CAMERA Op-Ed: The Rationalizing of Suicide Bombings

As Israel has endured a new wave of Palestinian suicide bombings, familiar journalistic rationalizations have appeared as if on cue, explaining who the perpetrators are and what drives them to murder and self-destruction.

In a particularly obtuse April 9 article (“Fateful Turn in a Palestinian’s Promising Life; Family Shocked to Learn Identity of Suicide Bomber”) about Dia Tawil, a 19-year-old bomber, the Washington Post‘s Daniel Williams repeated platitudes that covered up essential truths.

Most egregious was the omission of any mention of the fundamental role and responsibility of the Palestinian Authority, all the way up to Yasser Arafat himself as well as his education system, media, clerics and officials, in extolling such bombers and encouraging young people to choose martyrdom. (The infamous “Children’s Club” program on PA television in which sweet-voiced little girls sang against a backdrop of Disney cartoon characters about drenching the ground with their blood as suicide bombers is a particularly dramatic example of the PA’s pervasive inculcation of messages of extreme violence.)

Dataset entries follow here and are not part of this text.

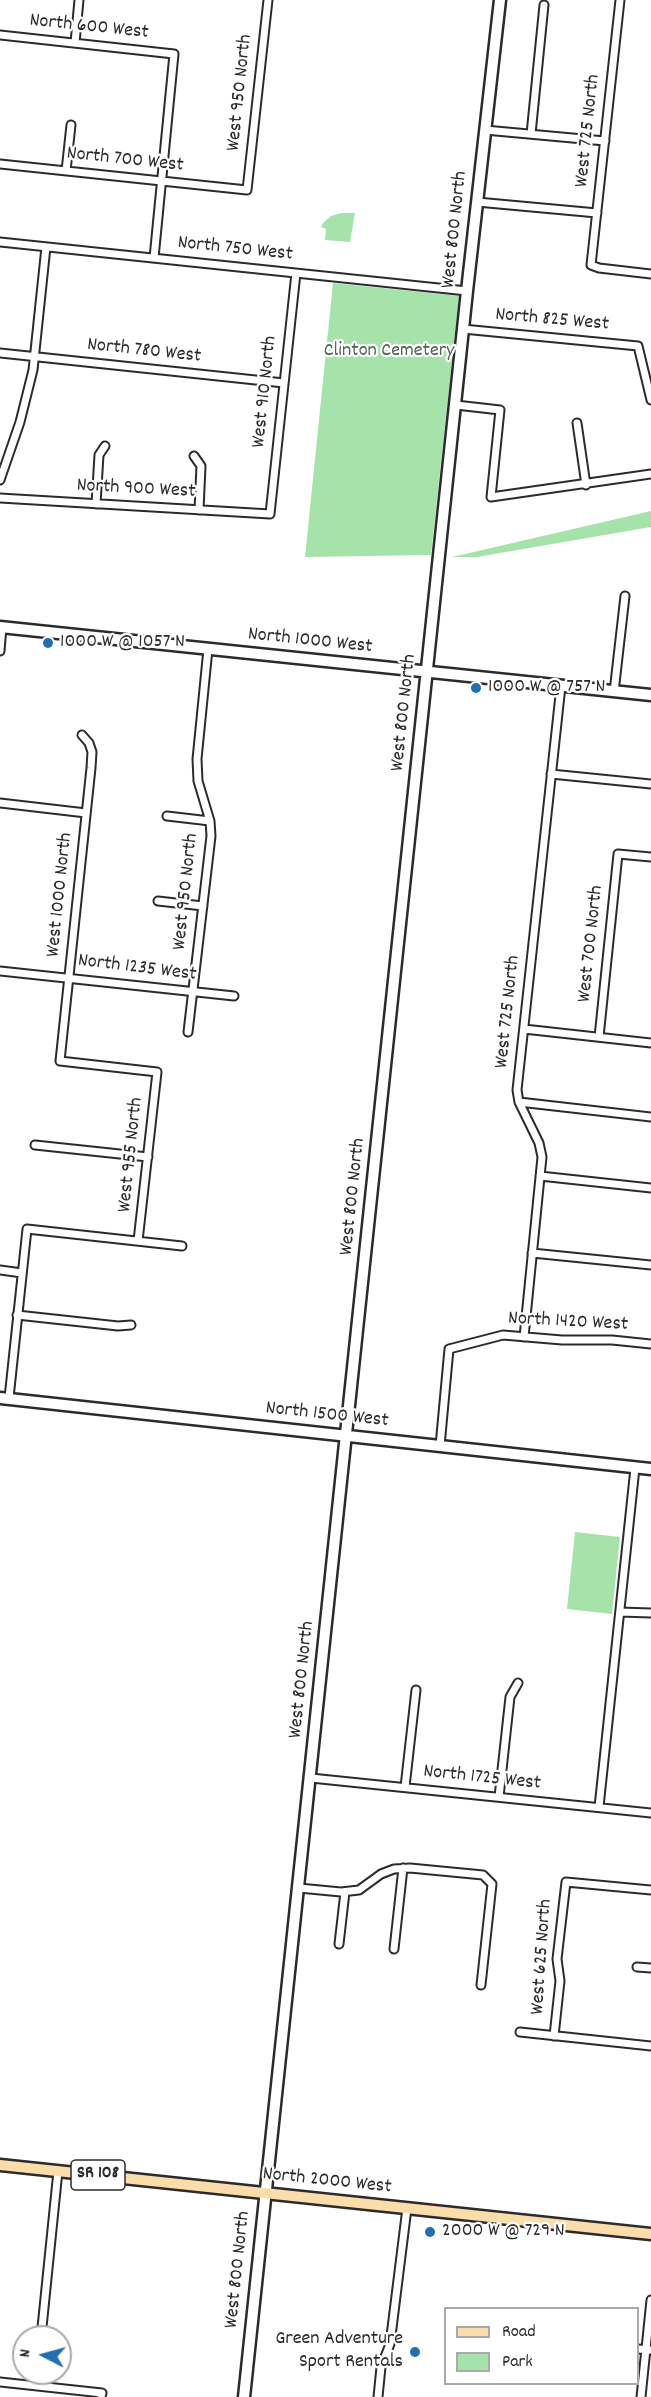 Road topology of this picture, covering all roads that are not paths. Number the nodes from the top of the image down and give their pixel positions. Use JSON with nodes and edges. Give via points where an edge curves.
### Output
{"nodes":[{"id":1,"x":79,"y":0,"type":"edge"},
{"id":2,"x":268,"y":0,"type":"edge"},
{"id":3,"x":500,"y":0,"type":"edge"},
{"id":4,"x":620,"y":0,"type":"edge"},
{"id":5,"x":544,"y":5,"type":"dead end"},
{"id":6,"x":0,"y":35,"type":"edge"},
{"id":7,"x":75,"y":43,"type":"junction"},
{"id":8,"x":71,"y":126,"type":"dead end"},
{"id":9,"x":485,"y":130,"type":"junction"},
{"id":10,"x":531,"y":134,"type":"junction"},
{"id":11,"x":604,"y":141,"type":"junction"},
{"id":12,"x":0,"y":164,"type":"edge"},
{"id":13,"x":66,"y":171,"type":"junction"},
{"id":14,"x":161,"y":181,"type":"junction"},
{"id":15,"x":247,"y":190,"type":"joint"},
{"id":16,"x":477,"y":202,"type":"junction"},
{"id":17,"x":597,"y":213,"type":"junction"},
{"id":18,"x":0,"y":242,"type":"edge"},
{"id":19,"x":46,"y":247,"type":"junction"},
{"id":20,"x":154,"y":258,"type":"junction"},
{"id":21,"x":296,"y":273,"type":"junction"},
{"id":22,"x":651,"y":274,"type":"edge"},
{"id":23,"x":467,"y":291,"type":"junction"},
{"id":24,"x":464,"y":329,"type":"junction"},
{"id":25,"x":0,"y":353,"type":"edge"},
{"id":26,"x":34,"y":357,"type":"junction"},
{"id":27,"x":284,"y":383,"type":"junction"},
{"id":28,"x":651,"y":400,"type":"edge"},
{"id":29,"x":456,"y":405,"type":"junction"},
{"id":30,"x":578,"y":423,"type":"dead end"},
{"id":31,"x":105,"y":446,"type":"dead end"},
{"id":32,"x":194,"y":456,"type":"dead end"},
{"id":33,"x":651,"y":474,"type":"edge"},
{"id":34,"x":0,"y":480,"type":"edge"},
{"id":35,"x":586,"y":484,"type":"junction"},
{"id":36,"x":0,"y":498,"type":"edge"},
{"id":37,"x":96,"y":504,"type":"junction"},
{"id":38,"x":199,"y":510,"type":"junction"},
{"id":39,"x":270,"y":514,"type":"joint"},
{"id":40,"x":625,"y":596,"type":"dead end"},
{"id":41,"x":1,"y":627,"type":"edge"},
{"id":42,"x":208,"y":649,"type":"junction"},
{"id":43,"x":0,"y":651,"type":"edge"},
{"id":44,"x":427,"y":673,"type":"junction"},
{"id":45,"x":561,"y":686,"type":"junction"},
{"id":46,"x":615,"y":692,"type":"junction"},
{"id":47,"x":651,"y":696,"type":"edge"},
{"id":48,"x":82,"y":735,"type":"dead end"},
{"id":49,"x":551,"y":774,"type":"junction"},
{"id":50,"x":651,"y":784,"type":"edge"},
{"id":51,"x":0,"y":803,"type":"edge"},
{"id":52,"x":86,"y":813,"type":"junction"},
{"id":53,"x":167,"y":816,"type":"dead end"},
{"id":54,"x":210,"y":821,"type":"junction"},
{"id":55,"x":651,"y":857,"type":"edge"},
{"id":56,"x":158,"y":901,"type":"dead end"},
{"id":57,"x":202,"y":906,"type":"junction"},
{"id":58,"x":0,"y":970,"type":"edge"},
{"id":59,"x":69,"y":977,"type":"junction"},
{"id":60,"x":193,"y":992,"type":"junction"},
{"id":61,"x":234,"y":996,"type":"dead end"},
{"id":62,"x":524,"y":1029,"type":"junction"},
{"id":63,"x":188,"y":1032,"type":"dead end"},
{"id":64,"x":599,"y":1037,"type":"junction"},
{"id":65,"x":651,"y":1043,"type":"edge"},
{"id":66,"x":157,"y":1072,"type":"joint"},
{"id":67,"x":519,"y":1102,"type":"junction"},
{"id":68,"x":651,"y":1117,"type":"edge"},
{"id":69,"x":35,"y":1145,"type":"dead end"},
{"id":70,"x":148,"y":1157,"type":"junction"},
{"id":71,"x":540,"y":1176,"type":"junction"},
{"id":72,"x":651,"y":1188,"type":"edge"},
{"id":73,"x":138,"y":1241,"type":"junction"},
{"id":74,"x":182,"y":1246,"type":"dead end"},
{"id":75,"x":532,"y":1253,"type":"junction"},
{"id":76,"x":651,"y":1265,"type":"edge"},
{"id":77,"x":0,"y":1270,"type":"edge"},
{"id":78,"x":22,"y":1273,"type":"junction"},
{"id":79,"x":17,"y":1315,"type":"junction"},
{"id":80,"x":131,"y":1325,"type":"dead end"},
{"id":81,"x":524,"y":1337,"type":"junction"},
{"id":82,"x":651,"y":1344,"type":"edge"},
{"id":83,"x":4,"y":1398,"type":"edge"},
{"id":84,"x":347,"y":1436,"type":"junction"},
{"id":85,"x":440,"y":1446,"type":"junction"},
{"id":86,"x":635,"y":1468,"type":"junction"},
{"id":87,"x":651,"y":1469,"type":"edge"},
{"id":88,"x":620,"y":1612,"type":"junction"},
{"id":89,"x":651,"y":1613,"type":"edge"},
{"id":90,"x":518,"y":1683,"type":"dead end"},
{"id":91,"x":416,"y":1690,"type":"dead end"},
{"id":92,"x":310,"y":1778,"type":"junction"},
{"id":93,"x":405,"y":1787,"type":"junction"},
{"id":94,"x":499,"y":1797,"type":"junction"},
{"id":95,"x":599,"y":1807,"type":"junction"},
{"id":96,"x":651,"y":1813,"type":"edge"},
{"id":97,"x":403,"y":1868,"type":"junction"},
{"id":98,"x":299,"y":1888,"type":"junction"},
{"id":99,"x":651,"y":1890,"type":"edge"},
{"id":100,"x":345,"y":1892,"type":"junction"},
{"id":101,"x":339,"y":1944,"type":"dead end"},
{"id":102,"x":394,"y":1949,"type":"dead end"},
{"id":103,"x":637,"y":1967,"type":"dead end"},
{"id":104,"x":651,"y":1968,"type":"edge"},
{"id":105,"x":481,"y":1985,"type":"dead end"},
{"id":106,"x":520,"y":2032,"type":"dead end"},
{"id":107,"x":554,"y":2036,"type":"junction"},
{"id":108,"x":651,"y":2046,"type":"edge"},
{"id":109,"x":0,"y":2165,"type":"edge"},
{"id":110,"x":58,"y":2171,"type":"junction"},
{"id":111,"x":266,"y":2193,"type":"junction"},
{"id":112,"x":407,"y":2208,"type":"junction"},
{"id":113,"x":651,"y":2234,"type":"edge"},
{"id":114,"x":651,"y":2300,"type":"edge"},
{"id":115,"x":42,"y":2325,"type":"edge"},
{"id":116,"x":649,"y":2350,"type":"edge"},
{"id":117,"x":0,"y":2382,"type":"edge"},
{"id":118,"x":36,"y":2386,"type":"joint"},
{"id":119,"x":101,"y":2397,"type":"edge"},
{"id":120,"x":244,"y":2397,"type":"edge"},
{"id":121,"x":378,"y":2397,"type":"edge"},
{"id":122,"x":641,"y":2397,"type":"edge"}],
"edges":[{"from":1,"to":7,"type":"street"},
{"from":2,"to":15,"type":"street","name":"West 950 North"},
{"from":3,"to":9,"type":"street","name":"West 800 North"},
{"from":4,"to":11,"type":"street","name":"West 725 North"},
{"from":5,"to":10,"type":"street"},
{"from":6,"to":7,"type":"street","name":"North 600 West"},
{"from":7,"to":14,"type":"street","name":"North 600 West","via":[[174,54]]},
{"from":8,"to":13,"type":"street"},
{"from":9,"to":10,"type":"street"},
{"from":9,"to":16,"type":"street","name":"West 800 North"},
{"from":10,"to":11,"type":"street"},
{"from":11,"to":17,"type":"street","name":"West 725 North"},
{"from":12,"to":13,"type":"street","name":"North 700 West"},
{"from":13,"to":14,"type":"street","name":"North 700 West"},
{"from":14,"to":15,"type":"street","name":"North 700 West"},
{"from":14,"to":20,"type":"street"},
{"from":16,"to":17,"type":"street"},
{"from":16,"to":23,"type":"street","name":"West 800 North"},
{"from":17,"to":22,"type":"street","name":"West 725 North","via":[[591,265]]},
{"from":18,"to":19,"type":"street","name":"North 750 West"},
{"from":19,"to":20,"type":"street","name":"North 750 West"},
{"from":19,"to":26,"type":"street"},
{"from":20,"to":21,"type":"street","name":"North 750 West"},
{"from":21,"to":23,"type":"street","name":"North 750 West"},
{"from":21,"to":27,"type":"street","name":"West 910 North"},
{"from":23,"to":24,"type":"street","name":"West 800 North"},
{"from":24,"to":28,"type":"street","name":"North 825 West","via":[[638,346]]},
{"from":24,"to":29,"type":"street","name":"West 800 North"},
{"from":25,"to":26,"type":"street","name":"North 780 West"},
{"from":26,"to":27,"type":"street","name":"North 780 West"},
{"from":26,"to":34,"type":"street","via":[[20,422]]},
{"from":27,"to":39,"type":"street","name":"West 910 North"},
{"from":29,"to":35,"type":"street","via":[[500,410],[491,497]]},
{"from":29,"to":44,"type":"street","name":"West 800 North"},
{"from":30,"to":35,"type":"street"},
{"from":31,"to":37,"type":"street","via":[[99,455]]},
{"from":32,"to":38,"type":"street","via":[[201,466]]},
{"from":33,"to":35,"type":"street"},
{"from":36,"to":37,"type":"street","name":"North 900 West"},
{"from":37,"to":38,"type":"street","name":"North 900 West"},
{"from":38,"to":39,"type":"street","name":"North 900 West"},
{"from":40,"to":46,"type":"street"},
{"from":41,"to":42,"type":"street","name":"North 1000 West"},
{"from":41,"to":43,"type":"street"},
{"from":42,"to":44,"type":"street","name":"North 1000 West"},
{"from":42,"to":54,"type":"street","name":"West 950 North","via":[[196,759]]},
{"from":44,"to":45,"type":"street","name":"North 1000 West"},
{"from":44,"to":84,"type":"street","name":"West 800 North"},
{"from":45,"to":46,"type":"street","name":"North 1000 West"},
{"from":45,"to":49,"type":"street","name":"West 725 North"},
{"from":46,"to":47,"type":"street","name":"North 1000 West"},
{"from":48,"to":52,"type":"street","name":"West 1000 North","via":[[92,752]]},
{"from":49,"to":50,"type":"street"},
{"from":49,"to":62,"type":"street","name":"West 725 North"},
{"from":51,"to":52,"type":"street"},
{"from":52,"to":59,"type":"street","name":"West 1000 North"},
{"from":53,"to":54,"type":"street"},
{"from":54,"to":57,"type":"street","name":"West 950 North"},
{"from":55,"to":64,"type":"street","name":"West 700 North","via":[[618,854]]},
{"from":56,"to":57,"type":"street"},
{"from":57,"to":60,"type":"street","name":"West 950 North"},
{"from":58,"to":59,"type":"street","name":"North 1235 West"},
{"from":59,"to":60,"type":"street","name":"North 1235 West"},
{"from":59,"to":66,"type":"street","name":"West 1000 North","via":[[60,1061]]},
{"from":60,"to":61,"type":"street","name":"North 1235 West"},
{"from":60,"to":63,"type":"street","name":"West 950 North"},
{"from":62,"to":64,"type":"street"},
{"from":62,"to":67,"type":"street","name":"West 725 North"},
{"from":64,"to":65,"type":"street"},
{"from":66,"to":70,"type":"street","name":"West 955 North"},
{"from":67,"to":68,"type":"street"},
{"from":67,"to":71,"type":"street","name":"West 725 North","via":[[539,1143]]},
{"from":69,"to":70,"type":"street"},
{"from":70,"to":73,"type":"street","name":"West 955 North"},
{"from":71,"to":72,"type":"street"},
{"from":71,"to":75,"type":"street","name":"West 725 North"},
{"from":73,"to":74,"type":"street"},
{"from":73,"to":78,"type":"street","via":[[27,1229]]},
{"from":75,"to":76,"type":"street"},
{"from":75,"to":81,"type":"street","name":"West 725 North"},
{"from":77,"to":78,"type":"street"},
{"from":78,"to":79,"type":"street"},
{"from":79,"to":80,"type":"street"},
{"from":79,"to":83,"type":"street"},
{"from":81,"to":82,"type":"street","name":"North 1420 West"},
{"from":81,"to":85,"type":"street","name":"North 1420 West","via":[[503,1335],[449,1349]]},
{"from":83,"to":84,"type":"street","name":"North 1500 West"},
{"from":84,"to":85,"type":"street","name":"North 1500 West"},
{"from":84,"to":92,"type":"street","name":"West 800 North"},
{"from":85,"to":86,"type":"street","name":"North 1500 West"},
{"from":86,"to":87,"type":"street","name":"North 1500 West"},
{"from":86,"to":88,"type":"street"},
{"from":88,"to":89,"type":"street"},
{"from":88,"to":95,"type":"street"},
{"from":90,"to":94,"type":"street","via":[[510,1697]]},
{"from":91,"to":93,"type":"street"},
{"from":92,"to":93,"type":"street","name":"North 1725 West"},
{"from":92,"to":98,"type":"street","name":"West 800 North"},
{"from":93,"to":94,"type":"street","name":"North 1725 West"},
{"from":94,"to":95,"type":"street","name":"North 1725 West"},
{"from":95,"to":96,"type":"street","name":"North 1725 West"},
{"from":97,"to":100,"type":"street","via":[[381,1874],[359,1890]]},
{"from":97,"to":102,"type":"street"},
{"from":97,"to":105,"type":"street","via":[[483,1875],[489,1879],[492,1884]]},
{"from":98,"to":100,"type":"street"},
{"from":98,"to":111,"type":"street","name":"West 800 North"},
{"from":99,"to":107,"type":"street","name":"West 625 North","via":[[566,1882]]},
{"from":100,"to":101,"type":"street"},
{"from":103,"to":104,"type":"street"},
{"from":106,"to":107,"type":"street"},
{"from":107,"to":108,"type":"street"},
{"from":109,"to":110,"type":"main road","name":"North 2000 West","number":"SR 108"},
{"from":110,"to":111,"type":"main road","name":"North 2000 West","number":"SR 108"},
{"from":110,"to":115,"type":"street"},
{"from":111,"to":112,"type":"main road","name":"North 2000 West","number":"SR 108"},
{"from":111,"to":120,"type":"street","name":"West 800 North"},
{"from":112,"to":113,"type":"main road","name":"North 2000 West","number":"SR 108"},
{"from":112,"to":121,"type":"street","via":[[390,2344],[381,2367]]},
{"from":114,"to":116,"type":"street"},
{"from":116,"to":122,"type":"street"},
{"from":117,"to":118,"type":"street"},
{"from":118,"to":119,"type":"street","via":[[102,2393]]}]}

Williams said, “the practice of suicide bombings [is] promoted by the armed wing of Hamas,” and while it is true that Hamas grooms the individuals, preparing them for their missions through separation from their families and focus on the rewards of the afterlife, the practice is “promoted” intensively by the PA through constant lauding of bombers and martyrs.

The reporter also claimed that Palestinians “question [the] efficacy and morality of suicide bombings.” No doubt some do. But a Palestinian think tank, the Jerusalem Media and Communication Center, published a poll in April showing nearly 75 percent of Palestinians support suicide bombings.

Williams identified Ramallah, where Dia Tawil was a student, as a city experiencing “unease” about “their own growing rage.” He wrote that Ramallah

is militantly nationalist, yet regards itself as civilized under pressure. It is the most open of Palestinian cities. The presence of Bir Zeit (University) nearby is a source of pride, a symbol of the rule of reason and value of education.

The correspondent omits reference to the fact that “open” Ramallah was the place where in October 2000 a mob savagely lynched two Israeli reservists who strayed off course reporting for duty—and Bir Zeit has been a stronghold of Hamas.

Just as he seemed to want to limit and soften Palestinian responsibility for fanatic attacks on innocent people, Williams also preferred to frame the case of Dia Tawil, who detonated himself on March 27 in Pisgat Ze’ev, as exceptional. The reporter claimed that because Tawil was a “star” student “headed toward a career in electrical engineering” he was “an unlikely candidate for a suicide mission.” Williams noted the comment of a family friend that Tawil was not “desperate” or from a “refugee camp.”

But, as author and scholar Daniel Pipes has written, radical Islam across the Middle East has found many of its adherents among the more affluent. He noted that a Palestinian journalist, Khalid Amayreh, had determined that “a substantial majority of Islamists and their supporters come from the middle and upper socioeconomic strata.”

Why then do young Palestinian men strap on explosives (with nails added to inflict extra carnage) and blow themselves up? Williams reported that Palestinians all concur that the triggers are “anger at the rising death toll among Palestinians and Israel’s continuing stranglehold on the West Bank and Gaza Strip.”

Yet if the Israeli “stranglehold” were the true cause of the rage and the suicide attacks, why did Arafat refuse to end it when former Prime Minister Ehud Barak offered to cede to the Palestinians virtually the entire West Bank, Gaza, and parts of Jerusalem? Why instead did Arafat launch a war, and inflict on his own people the death toll and suffering of the last seven months?

A slogan on a headband tied on a small Arab girl at a recent demonstration stated the motive better than Williams. It read: “Palestine from the river to the sea.”